Clinical treatment for scoliosis patients includes both surgical and non-surgical treatments. Surgical treatment is performed for patients with a Cobb angle of 40° and for those who do not have satisfactory results from non-surgical treatments. In the process of treating scoliosis patients, accurate diagnosis is crucial, and commonly used clinical diagnostic methods include CT diagnosis and MRI examination, etc. However, due to the fact that these diagnostic methods are not suitable for patients with scoliosis, they are not suitable for patients with scoliosis. However, since these diagnostic methods are performed in the supine position, it is difficult to clarify the changes in the spinal compression process, resulting in less accurate results. Compared with CT and MRI, DR adopts a standing position during treatment, which has less influence on the changes in the spine and provides more accurate results, thus facilitating subsequent diagnosis and treatment.

Clinical need to have a comprehensive understanding of the patient’s spine, so the preoperative and postoperative need to take X-rays with the help of DR to facilitate the analysis of the condition, a clear diagnosis and postoperative observation of the effect of treatment. Large-field dynamic DR can take long-size photographs of the patient’s spine and obtain a complete panoramic image of the spine in a single shot. The diagnostic doctor can measure the bio-angle and Cobb angle of the whole spine through the photographed image, which provides an important diagnostic basis for the pre- and post-operative examination of patients with deformity correction of scoliosis.

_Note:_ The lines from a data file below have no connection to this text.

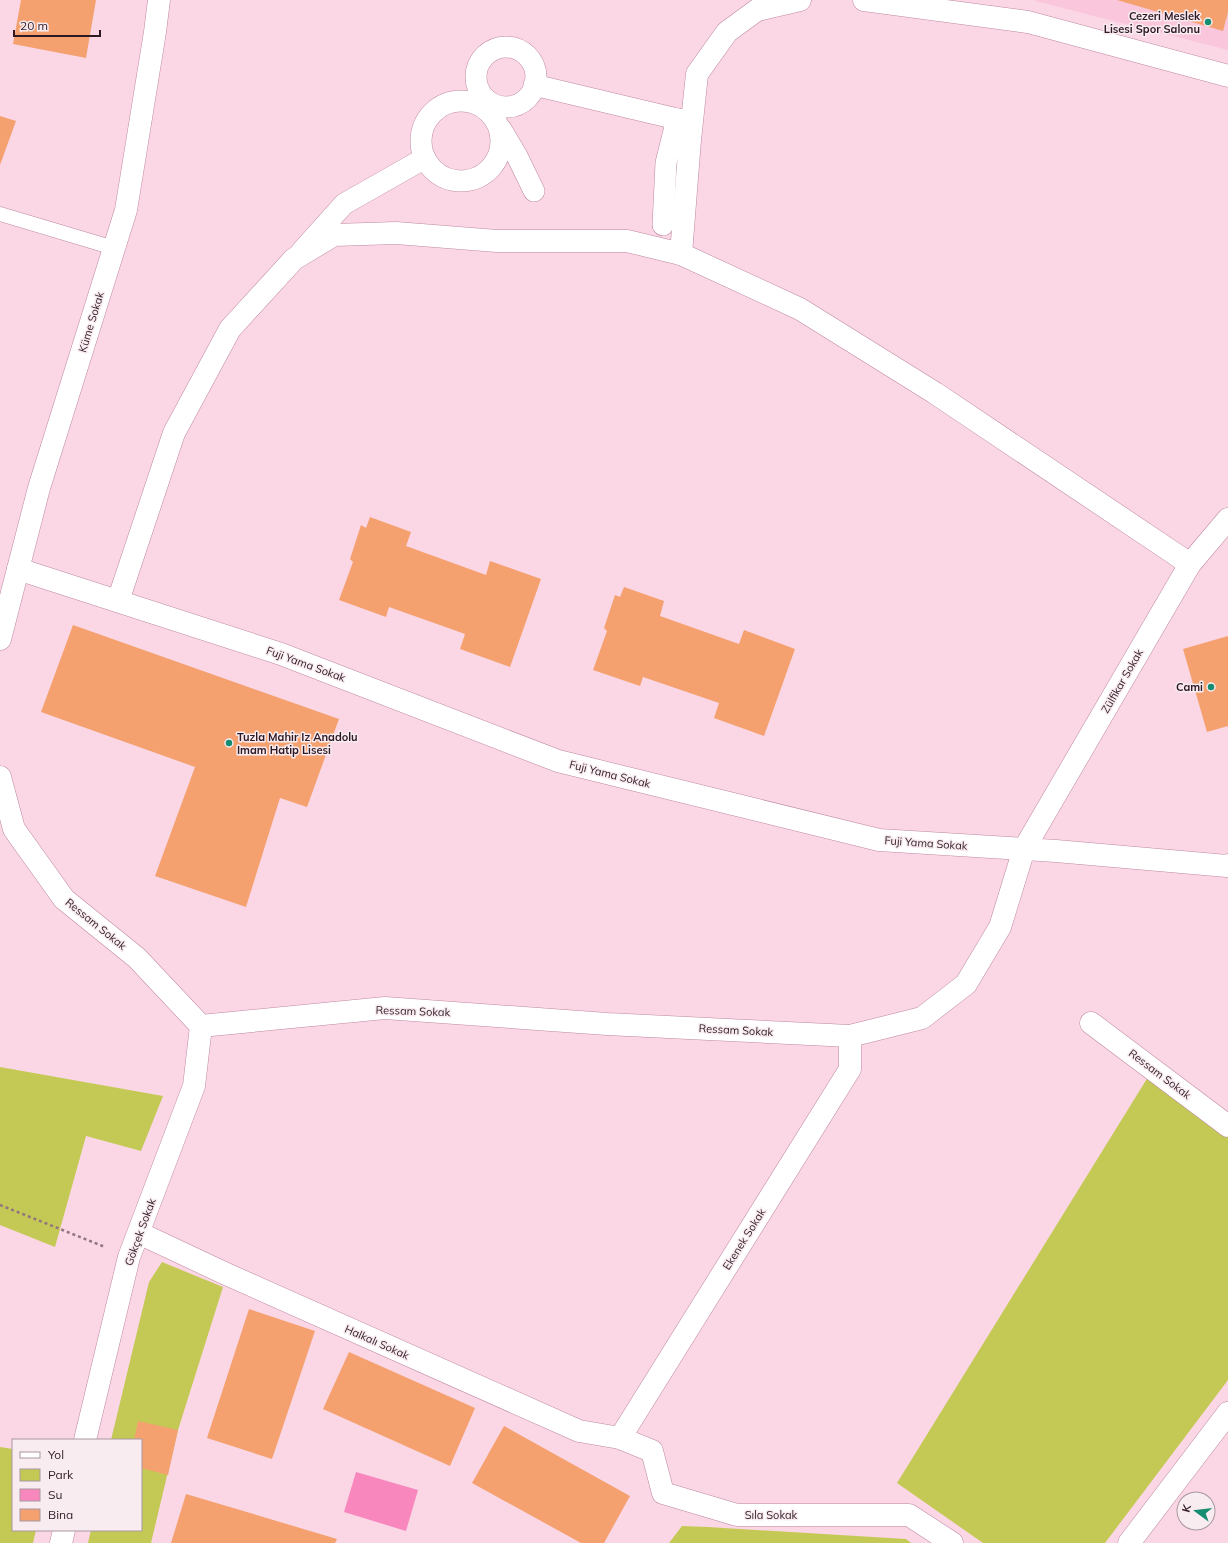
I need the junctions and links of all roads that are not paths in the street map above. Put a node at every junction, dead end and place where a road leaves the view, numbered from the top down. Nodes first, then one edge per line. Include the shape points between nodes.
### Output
1 (159, 0) edge
2 (800, 0) edge
3 (864, 0) edge
4 (1228, 76) edge
5 (534, 85) junction
6 (506, 107) junction
7 (684, 120) junction
8 (500, 130) junction
9 (425, 158) junction
10 (534, 191) dead end
11 (0, 214) edge
12 (663, 225) dead end
13 (114, 248) junction
14 (681, 254) junction
15 (294, 260) junction
16 (1228, 519) edge
17 (1190, 564) junction
18 (18, 569) junction
19 (118, 601) junction
20 (0, 639) edge
21 (0, 777) edge
22 (7, 830) edge
23 (1024, 849) junction
24 (1228, 866) edge
25 (1091, 1023) dead end
26 (201, 1026) junction
27 (850, 1036) junction
28 (1228, 1126) edge
29 (139, 1234) junction
30 (1228, 1413) edge
31 (620, 1438) junction
32 (85, 1439) edge
33 (64, 1531) edge
34 (61, 1543) edge
35 (952, 1543) edge
36 (1129, 1543) edge

1 - 13 street, Küme Sokak via 126,210
2 - 7 street via 757,10 727,32 697,74
3 - 4 street via 1028,22
5 - 6 street via 524,101
5 - 6 street via 536,75 528,57 511,48 491,51 478,65 477,84 487,101
5 - 7 street
6 - 8 street
7 - 12 street via 666,164
7 - 14 street
8 - 9 street via 501,144 491,168 469,181 443,177
8 - 9 street via 494,118 473,102 460,100 447,103 427,120 422,132
8 - 10 street via 517,156
9 - 15 street via 344,204
11 - 13 lane
13 - 18 street, Küme Sokak via 39,488
14 - 15 street via 627,241 496,241 396,233 334,235
14 - 17 street via 800,309 935,393
15 - 19 street via 230,329 174,433
16 - 17 street, Zülfikar Sokak
17 - 23 street, Zülfikar Sokak
18 - 19 street, Fuji Yama Sokak
18 - 20 street, Küme Sokak
19 - 23 street, Fuji Yama Sokak via 281,654 558,761 879,840
21 - 22 street
22 - 26 street, Ressam Sokak via 64,899 137,958
23 - 24 street, Fuji Yama Sokak
23 - 27 street, Zülfikar Sokak via 1000,927 966,984 922,1018
25 - 28 street, Ressam Sokak
26 - 27 street, Ressam Sokak via 385,1008 607,1024
26 - 29 street, Gökçek Sokak via 194,1086
27 - 31 street, Ekenek Sokak via 850,1070
29 - 31 street, Halkalı Sokak via 579,1431
29 - 32 street, Gökçek Sokak via 129,1257
30 - 36 street
31 - 35 street, Sıla Sokak via 652,1451 663,1493 737,1515 909,1515
33 - 34 street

With large field of view dynamic DR for whole spine radiography, the image density is uniform, clear, and the transition at the edges is natural. The operation is more convenient, without the need for a second film and then image splicing, the shooting time is short, and the efficiency is high. It also reduces the radiation dose and brings more accurate diagnostic information to clinicians. The non-spliced image can ensure the accuracy of the measurement data of both legs (e.g. force line) and effectively avoid the loss of photographic information. Provides surgeons with accurate preoperative diagnostic data and improves the success rate of surgery.

In summary, large-field dynamic DR for total spine imaging can clearly present the bone and joint structure, and can measure the angle value on the basis of the panoramic spine image, which can well reflect the true proportion and length of the bones, providing more accurate data for clinical diagnosis and treatment, and has important clinical application value.